Alessia Cara is a superstar in the making. Her track ‘Here’ – a funny takedown of a house party from the perspective of an introvert – went viral last summer. Having made the BBC’s annual Sound of… list, ‘Here’ gets an official release this week and debut album ‘Know It All’ is due in March too.
As I sit with Cara, I’m drawn in by her self-deprecating confidence. She has the same magical quality of a young Amy Winehouse, who just happens to be her idol.
You’re a massive Amy Winehouse fan, right? Does it scare you when you see stars having breakdowns because of fame?

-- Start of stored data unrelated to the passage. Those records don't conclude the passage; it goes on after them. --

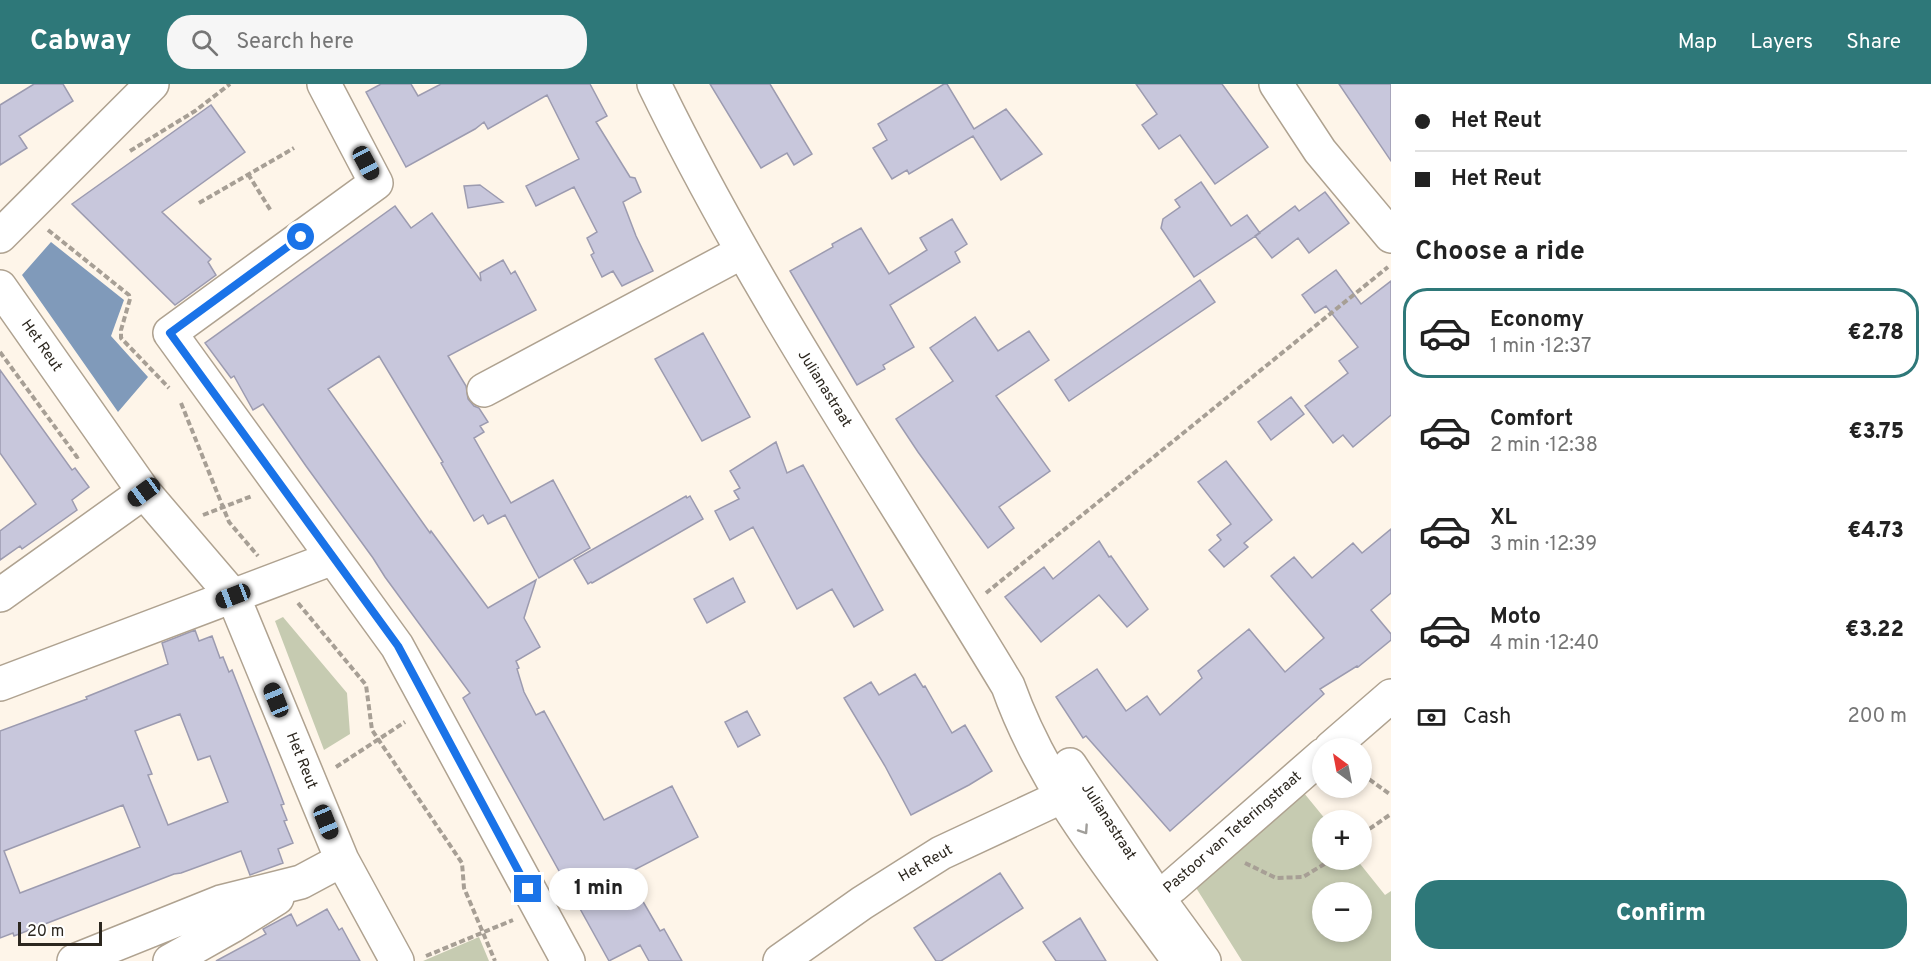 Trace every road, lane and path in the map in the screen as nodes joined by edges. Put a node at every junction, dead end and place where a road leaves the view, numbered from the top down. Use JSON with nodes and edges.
{"nodes":[{"id":1,"x":152,"y":84,"type":"edge"},
{"id":2,"x":230,"y":84,"type":"edge"},
{"id":3,"x":324,"y":84,"type":"edge"},
{"id":4,"x":654,"y":84,"type":"edge"},
{"id":5,"x":1276,"y":84,"type":"edge"},
{"id":6,"x":294,"y":148,"type":"dead end"},
{"id":7,"x":124,"y":155,"type":"dead end"},
{"id":8,"x":248,"y":174,"type":"junction"},
{"id":9,"x":199,"y":203,"type":"dead end"},
{"id":10,"x":271,"y":211,"type":"dead end"},
{"id":11,"x":1391,"y":236,"type":"edge"},
{"id":12,"x":0,"y":237,"type":"edge"},
{"id":13,"x":742,"y":252,"type":"junction"},
{"id":14,"x":1391,"y":264,"type":"edge"},
{"id":15,"x":0,"y":287,"type":"edge"},
{"id":16,"x":484,"y":390,"type":"dead end"},
{"id":17,"x":277,"y":480,"type":"junction"},
{"id":18,"x":144,"y":492,"type":"junction"},
{"id":19,"x":177,"y":530,"type":"junction"},
{"id":20,"x":333,"y":558,"type":"junction"},
{"id":21,"x":0,"y":595,"type":"edge"},
{"id":22,"x":233,"y":596,"type":"junction"},
{"id":23,"x":963,"y":610,"type":"junction"},
{"id":24,"x":0,"y":684,"type":"edge"},
{"id":25,"x":1391,"y":696,"type":"edge"},
{"id":26,"x":430,"y":705,"type":"junction"},
{"id":27,"x":1343,"y":738,"type":"edge"},
{"id":28,"x":1312,"y":765,"type":"edge"},
{"id":29,"x":1372,"y":781,"type":"edge"},
{"id":30,"x":310,"y":784,"type":"junction"},
{"id":31,"x":1071,"y":788,"type":"junction"},
{"id":32,"x":1391,"y":795,"type":"edge"},
{"id":33,"x":1391,"y":814,"type":"edge"},
{"id":34,"x":1372,"y":825,"type":"edge"},
{"id":35,"x":1224,"y":841,"type":"junction"},
{"id":36,"x":342,"y":860,"type":"junction"},
{"id":37,"x":1315,"y":870,"type":"edge"},
{"id":38,"x":301,"y":882,"type":"junction"},
{"id":39,"x":1150,"y":904,"type":"junction"},
{"id":40,"x":538,"y":909,"type":"junction"},
{"id":41,"x":410,"y":959,"type":"edge"},
{"id":42,"x":74,"y":961,"type":"edge"},
{"id":43,"x":170,"y":961,"type":"edge"},
{"id":44,"x":568,"y":961,"type":"edge"},
{"id":45,"x":780,"y":961,"type":"edge"},
{"id":46,"x":1179,"y":961,"type":"edge"},
{"id":47,"x":1204,"y":961,"type":"edge"}],
"edges":[{"from":1,"to":12,"type":"street"},
{"from":2,"to":7,"type":"path"},
{"from":3,"to":17,"type":"street"},
{"from":4,"to":13,"type":"street","name":"Julianastraat"},
{"from":5,"to":11,"type":"street"},
{"from":6,"to":8,"type":"path"},
{"from":8,"to":9,"type":"path"},
{"from":8,"to":10,"type":"path"},
{"from":13,"to":16,"type":"street"},
{"from":13,"to":23,"type":"street","name":"Julianastraat"},
{"from":14,"to":23,"type":"path"},
{"from":15,"to":18,"type":"street","name":"Het Reut"},
{"from":17,"to":19,"type":"path"},
{"from":17,"to":20,"type":"street"},
{"from":18,"to":19,"type":"street","name":"Het Reut"},
{"from":18,"to":21,"type":"street"},
{"from":19,"to":22,"type":"street","name":"Het Reut"},
{"from":20,"to":22,"type":"street"},
{"from":20,"to":26,"type":"street"},
{"from":22,"to":24,"type":"street"},
{"from":22,"to":30,"type":"street","name":"Het Reut"},
{"from":23,"to":31,"type":"street","name":"Julianastraat"},
{"from":25,"to":27,"type":"street"},
{"from":26,"to":30,"type":"path"},
{"from":26,"to":40,"type":"street"},
{"from":28,"to":35,"type":"street","name":"Pastoor van Teteringstraat"},
{"from":29,"to":32,"type":"path"},
{"from":30,"to":36,"type":"street","name":"Het Reut"},
{"from":31,"to":39,"type":"street","name":"Julianastraat"},
{"from":31,"to":45,"type":"street","name":"Het Reut"},
{"from":33,"to":34,"type":"path"},
{"from":35,"to":37,"type":"path"},
{"from":35,"to":39,"type":"street","name":"Pastoor van Teteringstraat"},
{"from":36,"to":38,"type":"street"},
{"from":36,"to":41,"type":"street","name":"Het Reut"},
{"from":38,"to":42,"type":"street"},
{"from":38,"to":43,"type":"street"},
{"from":39,"to":46,"type":"street","name":"Julianastraat"},
{"from":39,"to":47,"type":"street","name":"Julianastraat"},
{"from":40,"to":41,"type":"path"},
{"from":40,"to":44,"type":"street"}]}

‘All the time. I think fame is such a scary thing and it’s something I can never understand. It’s terrifying, but it’s the only way I get to do what I love every day, you know?’
What’s the overshare line?
‘I don’t have enough skeletons that I’m like: “I don’t want to talk about this.” In the future maybe I’ll have a love relationship that I’ll go through that I won’t want to talk about.’
You did a show with Taylor, right?
‘It was to 55,000 people, the most I’ve ever performed to. She made me really feel so at ease though. She gives the best pep talks! She told me: “Everyone’s here to have fun. No one’s here to judge you”. Then she put on her magic self and was strutting on the stage and I just felt like a midget next to her.’
‘In the words of Kanye West: “Listen to the kids, bro.”’
Do you think there is a lot of pressure on women in the music industry to look a certain way?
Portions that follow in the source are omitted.